> **What to do**
For these records, count the lines containing the word "Trisula" and respond with the number alone.

> **Data provided**
>>>

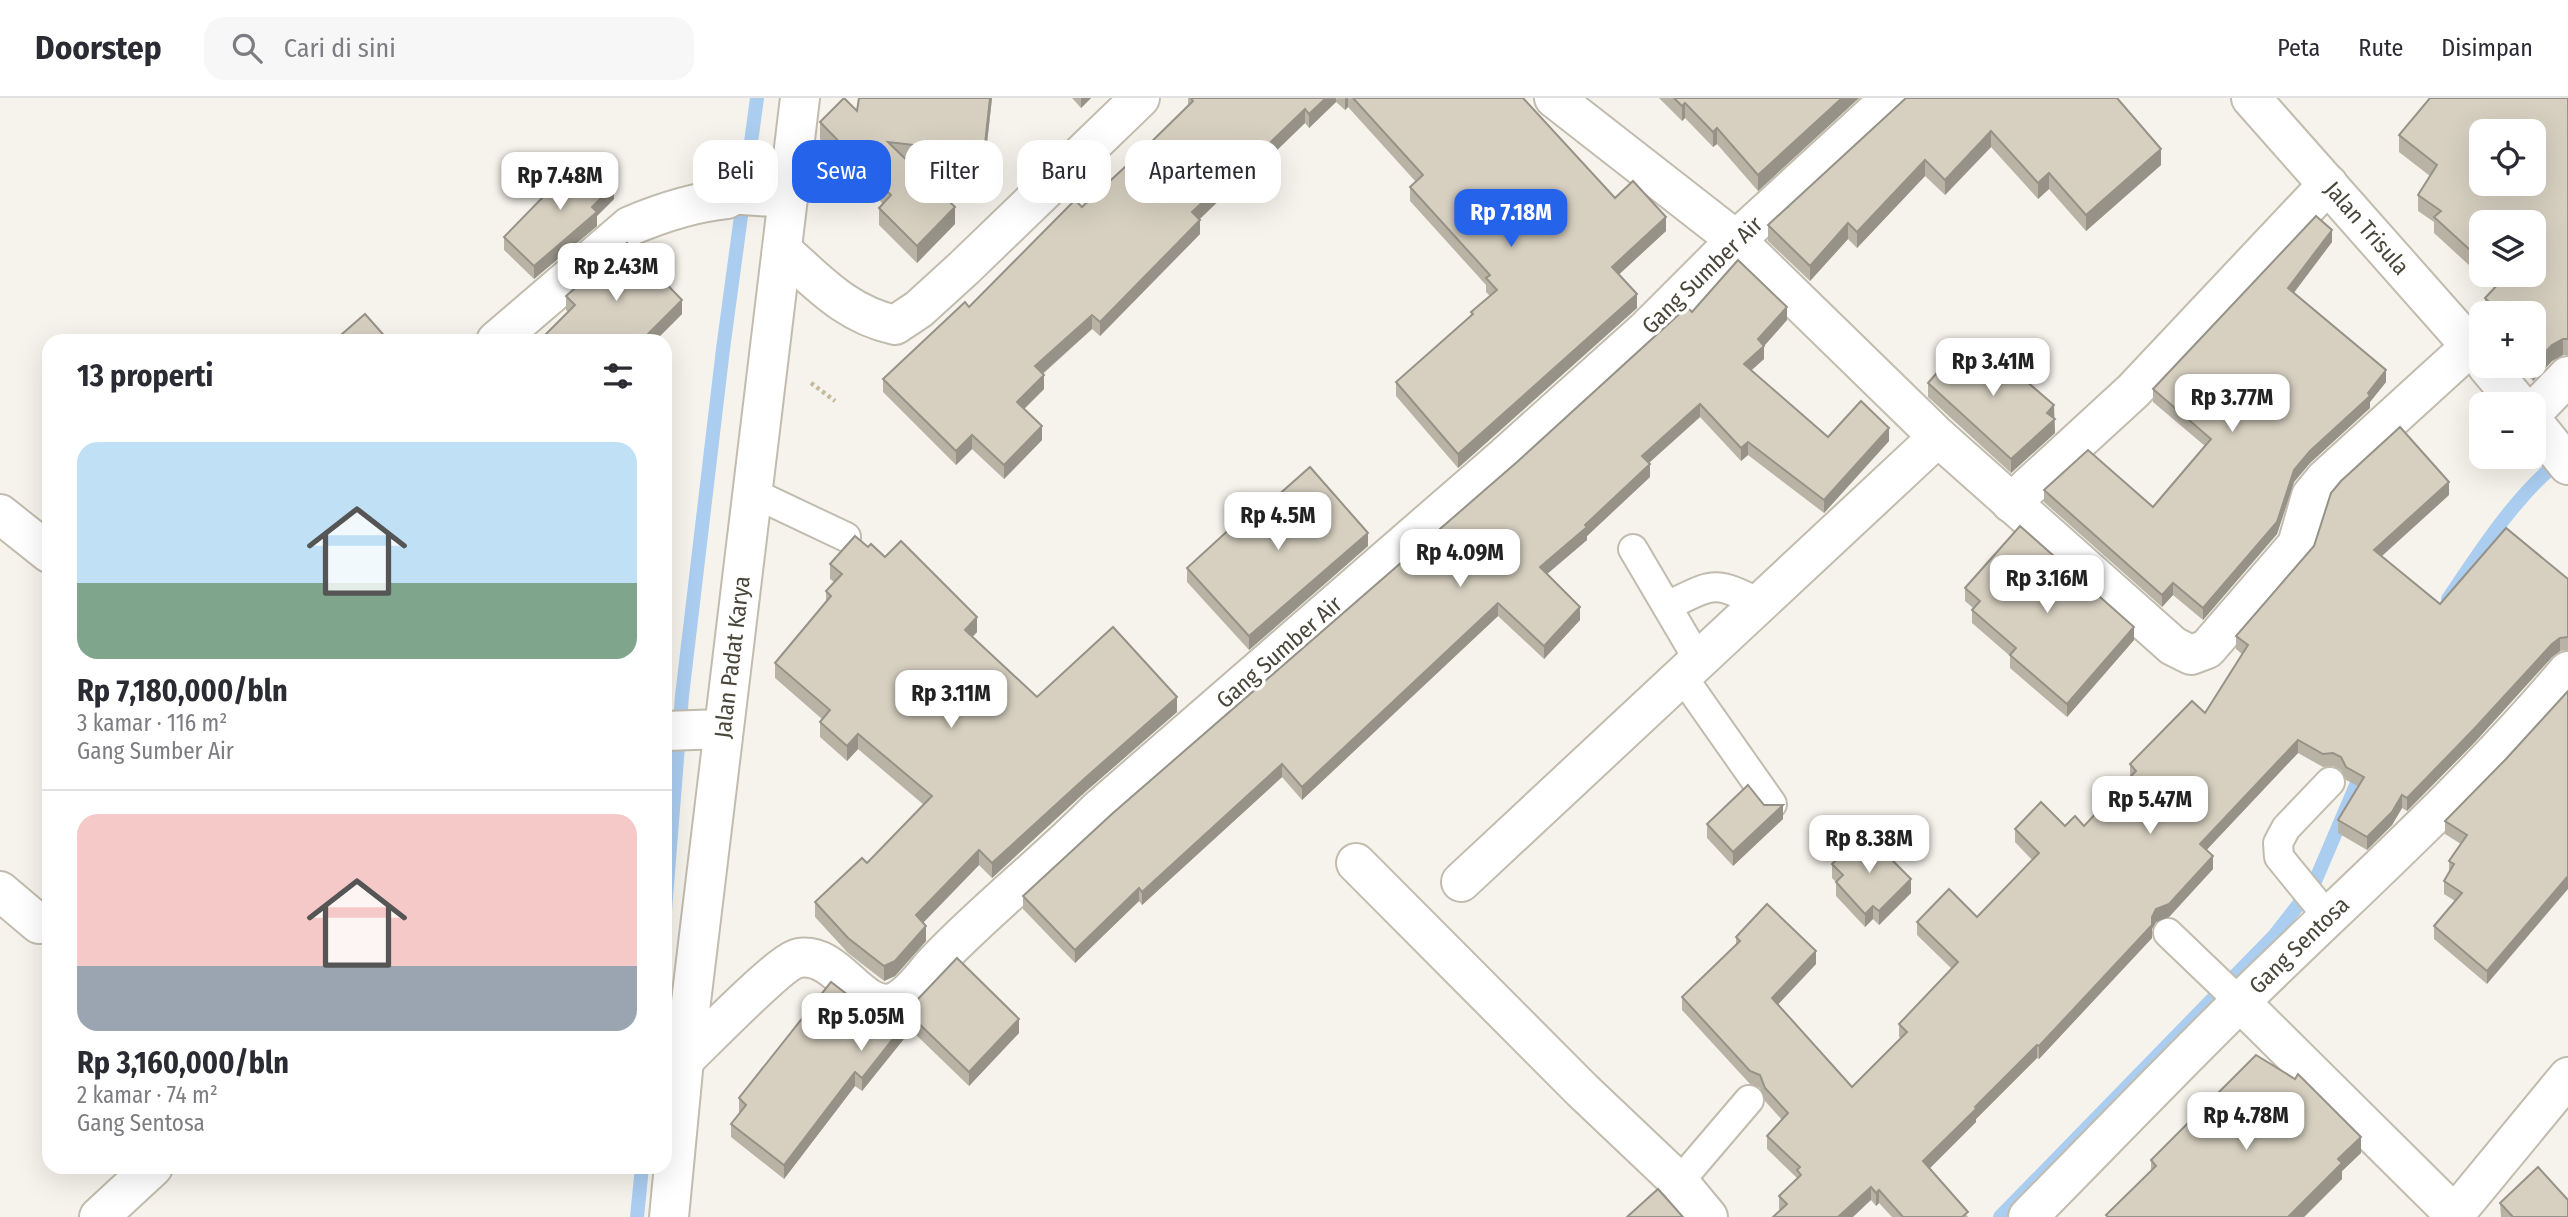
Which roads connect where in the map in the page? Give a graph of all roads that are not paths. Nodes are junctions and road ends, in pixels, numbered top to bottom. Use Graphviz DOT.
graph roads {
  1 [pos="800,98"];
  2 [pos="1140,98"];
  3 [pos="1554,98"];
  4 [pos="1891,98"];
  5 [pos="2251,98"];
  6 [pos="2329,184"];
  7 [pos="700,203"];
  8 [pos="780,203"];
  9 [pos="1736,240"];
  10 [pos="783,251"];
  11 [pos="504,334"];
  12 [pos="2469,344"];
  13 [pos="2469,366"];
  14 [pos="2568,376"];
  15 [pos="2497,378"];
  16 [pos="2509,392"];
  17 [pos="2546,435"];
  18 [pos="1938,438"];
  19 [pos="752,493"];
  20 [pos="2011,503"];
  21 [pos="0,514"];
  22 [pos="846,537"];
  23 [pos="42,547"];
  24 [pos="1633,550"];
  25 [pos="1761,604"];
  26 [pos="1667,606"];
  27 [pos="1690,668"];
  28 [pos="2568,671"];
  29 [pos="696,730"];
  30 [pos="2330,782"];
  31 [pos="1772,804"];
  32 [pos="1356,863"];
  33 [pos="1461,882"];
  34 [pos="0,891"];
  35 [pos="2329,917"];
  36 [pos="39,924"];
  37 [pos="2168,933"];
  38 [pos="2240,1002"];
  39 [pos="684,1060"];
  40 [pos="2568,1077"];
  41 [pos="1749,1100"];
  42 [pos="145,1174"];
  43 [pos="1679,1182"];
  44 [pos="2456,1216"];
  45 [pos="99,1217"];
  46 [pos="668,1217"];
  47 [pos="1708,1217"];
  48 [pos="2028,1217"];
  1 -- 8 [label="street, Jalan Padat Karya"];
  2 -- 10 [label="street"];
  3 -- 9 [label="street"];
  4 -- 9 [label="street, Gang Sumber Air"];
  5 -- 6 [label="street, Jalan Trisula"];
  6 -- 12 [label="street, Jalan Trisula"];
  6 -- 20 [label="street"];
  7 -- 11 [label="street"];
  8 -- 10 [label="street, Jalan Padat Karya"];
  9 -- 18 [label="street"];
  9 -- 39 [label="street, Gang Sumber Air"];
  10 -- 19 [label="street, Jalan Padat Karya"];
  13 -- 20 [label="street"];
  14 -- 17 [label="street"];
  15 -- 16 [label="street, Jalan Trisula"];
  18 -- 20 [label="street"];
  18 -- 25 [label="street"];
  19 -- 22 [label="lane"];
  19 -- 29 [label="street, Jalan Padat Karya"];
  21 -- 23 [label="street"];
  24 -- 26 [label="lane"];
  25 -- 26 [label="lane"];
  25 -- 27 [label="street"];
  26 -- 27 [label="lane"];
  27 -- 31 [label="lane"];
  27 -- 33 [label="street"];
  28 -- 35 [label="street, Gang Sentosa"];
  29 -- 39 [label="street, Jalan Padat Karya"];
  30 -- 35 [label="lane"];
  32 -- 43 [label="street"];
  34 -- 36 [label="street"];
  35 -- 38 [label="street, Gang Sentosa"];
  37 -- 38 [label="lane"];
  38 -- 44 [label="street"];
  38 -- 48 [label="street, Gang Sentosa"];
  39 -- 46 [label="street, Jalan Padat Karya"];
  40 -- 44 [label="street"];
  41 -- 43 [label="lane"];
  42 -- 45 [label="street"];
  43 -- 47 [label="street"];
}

<<<

> **Reply**
3